-------- Given records

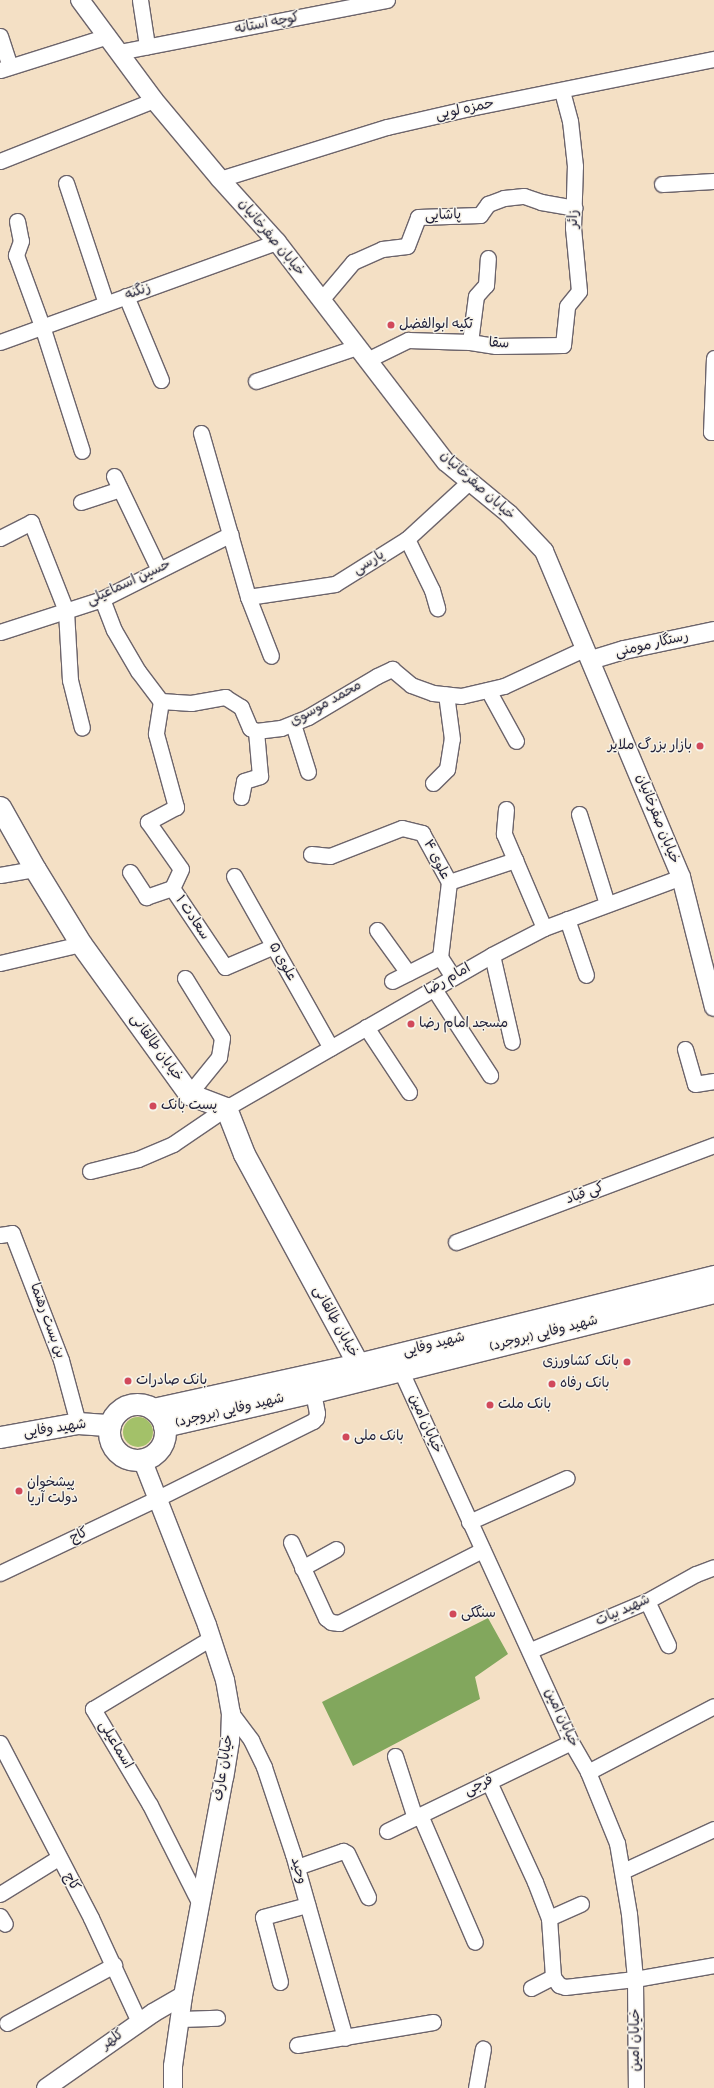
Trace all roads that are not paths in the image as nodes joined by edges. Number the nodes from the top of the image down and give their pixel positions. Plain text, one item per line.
1 (80, 0) edge
2 (140, 0) edge
3 (387, 0) edge
4 (0, 36) edge
5 (108, 36) junction
6 (147, 46) junction
7 (119, 52) junction
8 (714, 59) edge
9 (5, 68) edge
10 (562, 90) junction
11 (154, 100) junction
12 (0, 161) edge
13 (220, 179) junction
14 (714, 181) edge
15 (66, 183) dead end
16 (662, 184) dead end
17 (574, 208) junction
18 (17, 221) dead end
19 (277, 242) junction
20 (488, 258) dead end
21 (126, 296) junction
22 (321, 300) junction
23 (106, 303) junction
24 (42, 326) junction
25 (0, 342) edge
26 (470, 342) junction
27 (563, 345) joint
28 (362, 354) junction
29 (714, 358) edge
30 (161, 380) dead end
31 (256, 381) dead end
32 (714, 432) edge
33 (201, 433) dead end
34 (82, 452) dead end
35 (469, 482) junction
36 (81, 502) dead end
37 (231, 534) junction
38 (0, 538) edge
39 (407, 539) junction
40 (159, 570) junction
41 (248, 597) junction
42 (102, 599) junction
43 (437, 608) dead end
44 (66, 611) junction
45 (714, 631) edge
46 (0, 632) edge
47 (588, 654) junction
48 (270, 656) dead end
49 (488, 690) junction
50 (446, 694) junction
51 (160, 701) junction
52 (293, 724) junction
53 (82, 728) dead end
54 (256, 731) junction
55 (516, 741) dead end
56 (308, 772) dead end
57 (433, 783) dead end
58 (241, 797) dead end
59 (0, 807) edge
60 (506, 809) dead end
61 (578, 814) dead end
62 (311, 854) dead end
63 (515, 860) junction
64 (35, 869) junction
65 (130, 872) dead end
66 (0, 875) edge
67 (234, 876) dead end
68 (682, 877) junction
69 (449, 882) junction
70 (172, 888) junction
71 (607, 904) junction
72 (567, 919) junction
73 (544, 928) junction
74 (377, 930) dead end
75 (81, 944) junction
76 (274, 946) junction
77 (492, 955) junction
78 (440, 956) junction
79 (0, 963) edge
80 (408, 973) junction
81 (586, 975) dead end
82 (453, 977) junction
83 (185, 978) dead end
84 (392, 981) dead end
85 (434, 988) junction
86 (714, 1007) edge
87 (366, 1027) junction
88 (512, 1042) dead end
89 (330, 1048) junction
90 (685, 1049) dead end
91 (490, 1074) dead end
92 (714, 1081) edge
93 (409, 1092) dead end
94 (189, 1094) junction
95 (226, 1108) junction
96 (714, 1145) edge
97 (90, 1171) dead end
98 (0, 1235) edge
99 (456, 1242) dead end
100 (714, 1276) edge
101 (714, 1292) edge
102 (358, 1364) junction
103 (400, 1370) junction
104 (313, 1392) junction
105 (159, 1418) junction
106 (78, 1423) junction
107 (110, 1425) junction
108 (0, 1437) edge
109 (142, 1459) junction
110 (567, 1478) dead end
111 (158, 1498) junction
112 (469, 1522) junction
113 (291, 1542) dead end
114 (336, 1549) dead end
115 (482, 1550) junction
116 (714, 1567) edge
117 (302, 1568) junction
118 (0, 1573) edge
119 (647, 1601) junction
120 (211, 1638) junction
121 (668, 1645) dead end
122 (530, 1650) junction
123 (714, 1706) edge
124 (231, 1714) junction
125 (572, 1742) junction
126 (1, 1749) edge
127 (395, 1756) dead end
128 (588, 1772) junction
129 (489, 1782) junction
130 (417, 1816) junction
131 (714, 1829) edge
132 (387, 1831) dead end
133 (58, 1858) junction
134 (297, 1867) junction
135 (623, 1871) junction
136 (0, 1894) edge
137 (368, 1897) dead end
138 (200, 1904) junction
139 (581, 1904) dead end
140 (307, 1905) junction
141 (549, 1918) junction
142 (475, 1942) dead end
143 (114, 1965) junction
144 (714, 1965) edge
145 (553, 1977) junction
146 (635, 1979) junction
147 (280, 1982) dead end
148 (532, 1988) dead end
149 (183, 1996) junction
150 (217, 2018) dead end
151 (180, 2019) junction
152 (139, 2022) junction
153 (433, 2022) dead end
154 (7, 2023) dead end
155 (345, 2038) junction
156 (297, 2045) dead end
157 (484, 2049) dead end
158 (46, 2088) edge
159 (173, 2088) edge
160 (476, 2088) edge
161 (636, 2088) edge

1 - 5 street, خیابان صفرخانیان
2 - 6 street
3 - 6 street, کوچه آستانه
4 - 9 street
5 - 7 street, خیابان صفرخانیان
5 - 9 street
6 - 7 street
7 - 11 street, خیابان صفرخانیان
8 - 10 street, حمزه لویی
10 - 13 street, حمزه لویی
10 - 17 street, زائر
11 - 12 street
11 - 13 street, خیابان صفرخانیان
13 - 19 street, خیابان صفرخانیان
14 - 16 street
15 - 23 street
17 - 22 street, پاشایی
17 - 27 street, زائر
18 - 24 street
19 - 21 street, زنگنه
19 - 22 street, خیابان صفرخانیان
20 - 26 street
21 - 23 street, زنگنه
21 - 30 street
22 - 28 street, خیابان صفرخانیان
23 - 24 street, زنگنه
24 - 25 street, زنگنه
24 - 34 street
26 - 27 street, سقا
26 - 28 street, سقا
28 - 31 street, سقا
28 - 35 street, خیابان صفرخانیان
29 - 32 street
33 - 37 street
35 - 39 street, پارسی
35 - 47 street, خیابان صفرخانیان
36 - 40 street
37 - 40 street, حسین اسماعیلی
37 - 41 street
38 - 44 street
39 - 41 street, پارسی
39 - 43 street
40 - 42 street, حسین اسماعیلی
41 - 48 street
42 - 44 street, حسین اسماعیلی
42 - 51 street
44 - 46 street, حسین اسماعیلی
44 - 53 street
45 - 47 street, رستگار مومنی
47 - 49 street, محمد موسوی
47 - 68 street, خیابان صفرخانیان
49 - 50 street, محمد موسوی
49 - 55 street
50 - 52 street, محمد موسوی
50 - 57 street
51 - 54 street
51 - 70 street, سعادت ۱
52 - 54 street, محمد موسوی
52 - 56 street
54 - 58 street
59 - 64 main road, خیابان طالقانی
60 - 63 street
61 - 71 street
62 - 69 street, علوی ۴
63 - 69 street
63 - 73 street
64 - 66 street
64 - 75 main road, خیابان طالقانی
65 - 70 street
67 - 76 street, علوی ۵
68 - 71 street, امام رضا
68 - 86 street, خیابان صفرخانیان
69 - 78 street, علوی ۴
70 - 76 street, سعادت ۱
71 - 72 street, امام رضا
72 - 73 street, امام رضا
72 - 81 street
73 - 77 street, امام رضا
74 - 80 street
75 - 79 street
75 - 94 main road, خیابان طالقانی
76 - 89 street, علوی ۵
77 - 82 street, امام رضا
77 - 88 street
78 - 80 street
78 - 82 street
80 - 84 street
82 - 85 street, امام رضا
83 - 94 street
85 - 87 street, امام رضا
85 - 91 street
87 - 89 street, امام رضا
87 - 93 street
89 - 95 street, امام رضا
90 - 92 street
94 - 95 main road, خیابان طالقانی
95 - 97 street, امام رضا
95 - 102 main road, خیابان طالقانی
96 - 99 street, کی قباد
98 - 106 street, بن بست رهنما
100 - 102 main road, شهید وفایی
101 - 103 main road, شهید وفایی (بروجرد)
102 - 105 main road, شهید وفایی
103 - 104 main road, شهید وفایی (بروجرد)
103 - 112 street, خیابان امین
104 - 105 main road, شهید وفایی (بروجرد)
104 - 111 street, کاج
105 - 107 main road
105 - 109 main road
106 - 107 main road, شهید وفایی
106 - 108 main road, شهید وفایی
107 - 109 main road
109 - 111 street, خیابان عارف
110 - 112 street
111 - 118 street, کاج
111 - 120 street, خیابان عارف
112 - 115 street, خیابان امین
113 - 117 street
114 - 117 street
115 - 117 street
115 - 122 street, خیابان امین
116 - 119 street, شهید بیات
119 - 121 street
119 - 122 street, شهید بیات
120 - 124 street, خیابان عارف
120 - 138 street, اسماعیلی
122 - 125 street, خیابان امین
123 - 128 street
124 - 134 street, وحید
124 - 138 street, خیابان عارف
125 - 128 street, خیابان امین
125 - 129 street, فرجی
126 - 133 street, کاج
127 - 130 street
128 - 135 street, خیابان امین
129 - 130 street, فرجی
129 - 141 street
130 - 132 street, فرجی
130 - 142 street
131 - 135 street
133 - 136 street
133 - 143 street, کاج
134 - 137 street
134 - 140 street, وحید
135 - 146 street, خیابان امین
138 - 149 street, خیابان عارف
139 - 141 street
140 - 147 street
140 - 155 street, وحید
141 - 145 street
143 - 152 street, کاج
143 - 154 street
144 - 146 street
145 - 146 street
145 - 148 street
146 - 161 street, خیابان امین
149 - 151 street, خیابان عارف
149 - 152 street, کلهر
150 - 151 street
151 - 159 street, خیابان عارف
152 - 158 street, کلهر
153 - 155 street
155 - 156 street
157 - 160 street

----------------

**What this task involves**. Looking only at the data above, say how many of its lines contain the string "لویی", and nothing more.

**Result**. 2